寸での所で止まると、ネイの顎先をサーベルの切っ先が下から上へ通過していく。
相手は完全に捉えたつもりでいたのか、その攻撃をネイが避けると距離を置いて口笛を鳴らした。
目が徐々に暗闇に慣れてきたが相手の顔は確認出来ない。しかし相手の余裕は感じ取れる。
それでもネイは暗闇なら自分が有利だと自信があった。
どうやら相手は『飛び道具』を持っていないようだが、それが自分には有るからだ。
「その余裕を消してやるぜ」
その言葉に一瞬驚いたように、相手の影がわずかに震えた。
ネイは素早く左手のナイフも右手で持つと、左腕を相手に向かって振りあげた。
捉えた。そう確信を持った。
左腕から放たれたワイヤーの先、楔型の刃は確かに相手の肩を捉えるはずだった。
しかしそれすらも相手は半身になって避けると、一気に距離を詰めてくる。
暗闇の中、避けれるはずの無いものが避けられた。
そのことで完全に虚を突かれた。その隙を相手は見逃さない。
右手に持ったナイフを正確に弾かれ、胸に蹴りを入れられると尻餅を着いて倒れた。
そして喉元にサーベルの切っ先を突きつけられる。
「参考までに言っておきます。勝ちを確信するのは完全に相手を仕留めてからにした方が良い」
そう言われてネイは目を見開いた。
「それともう一つ。こういう状況では不用意に声を掛けないこと。声で何者か知られる恐れがある。何者か知られれば、何を仕掛けてくるかも知られる恐れがある。そうなったらせっかくの不意打ちも台無しになる」
ネイは苦笑いを浮かべた。
「それにしても良く見えたな」
そのネイの言葉に相手は小さく笑った。
「見えませんよ。しかし何をするのか分かっていれば、相手の輪郭を見て避けることは出来ます。あとは縦の攻撃か横の攻撃かだけです。縦なら、平面的に見れば結局は直線軌道なので尚のこと避け易い」
「参ったよ、完敗だ。……で、俺をどうするんだ?」
「それについては私も困ってますよ」
そう言うとサーベルを喉元から外して鞘に収め、腰に付けた袋から小型のランプを取り出した。

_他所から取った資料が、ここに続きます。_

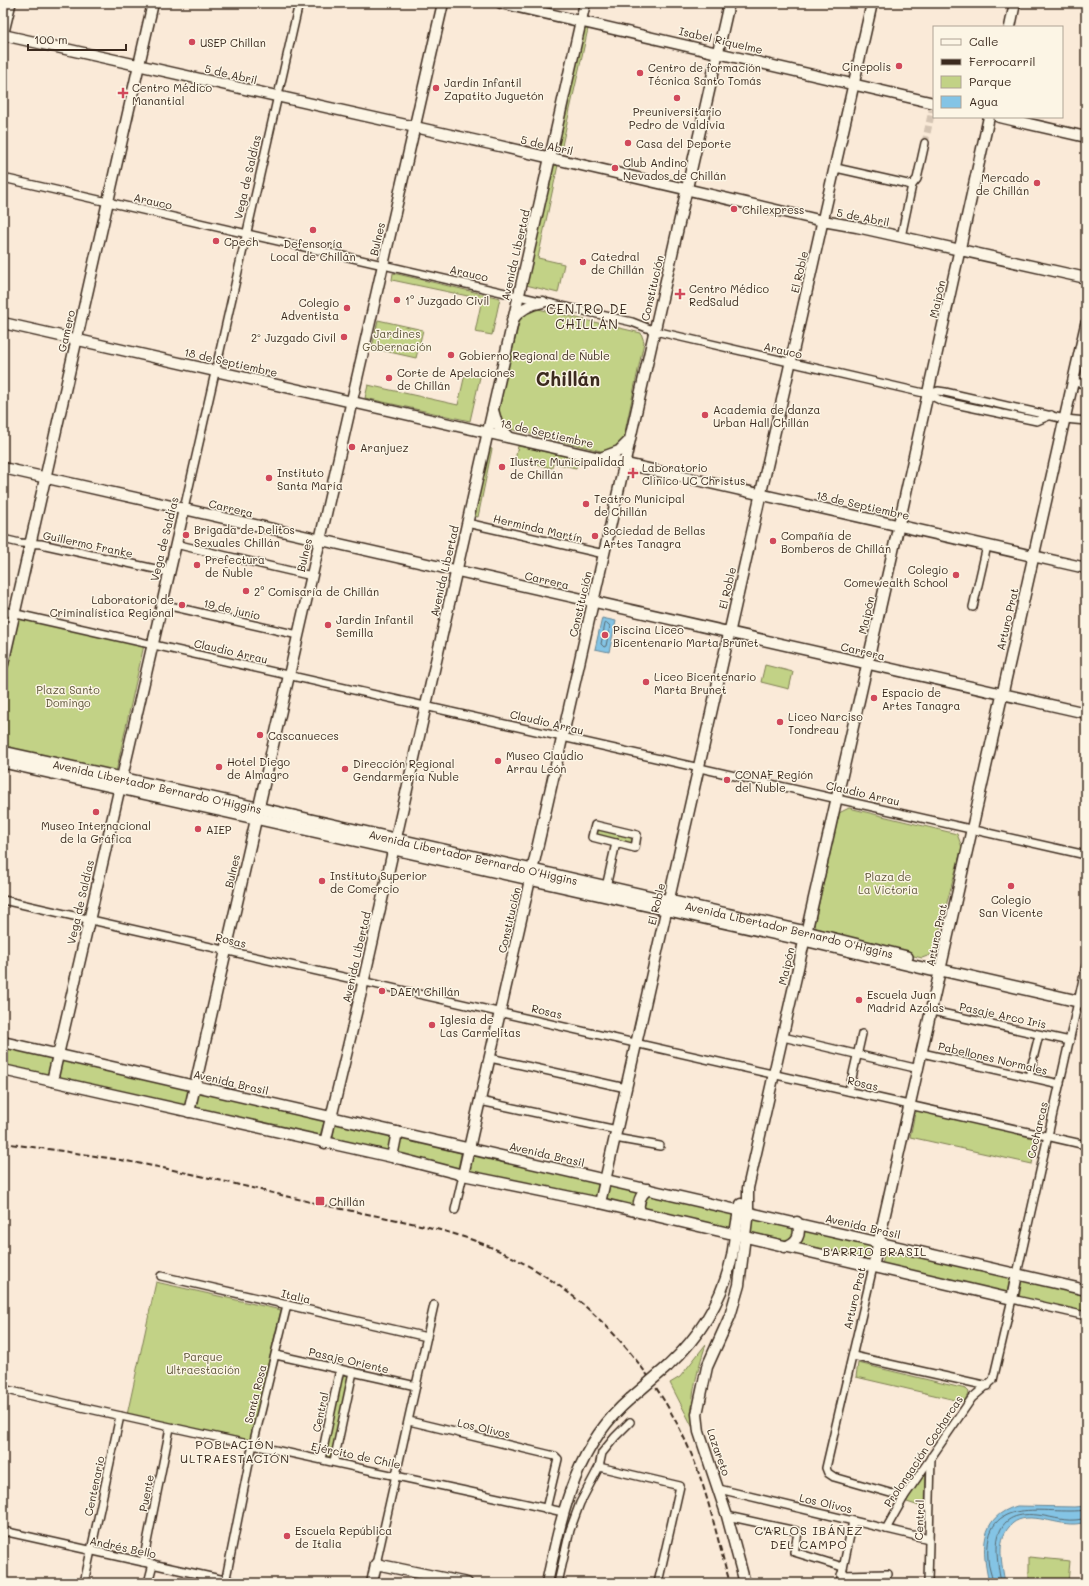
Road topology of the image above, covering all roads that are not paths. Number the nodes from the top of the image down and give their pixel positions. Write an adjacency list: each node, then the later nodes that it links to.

そしてランプに火を灯すと周囲が明るくなり、相手の姿もはっきりと見える。
ネイの思った通りの人物だった。
相手が声でネイだと気付いたように、ネイも相手が最初に声を発したときに気が付いた。
ネイを見下ろしながら、苦笑いを浮かべてポリポリと鷲鼻を人差し指で掻いている。
「本当に困りましたね。こんなところで出くわすとは……」
そう言いながらネイに手を差し出して来る。
ネイはため息を付き、素直にその手を掴むと立ち上がった。
「それはこっちの台詞さ。よその国まであんたの管轄ってことは無いだろ? ミューラー団長殿」
ミューラーはそう言われると、元々細い目をさらに細めて笑う。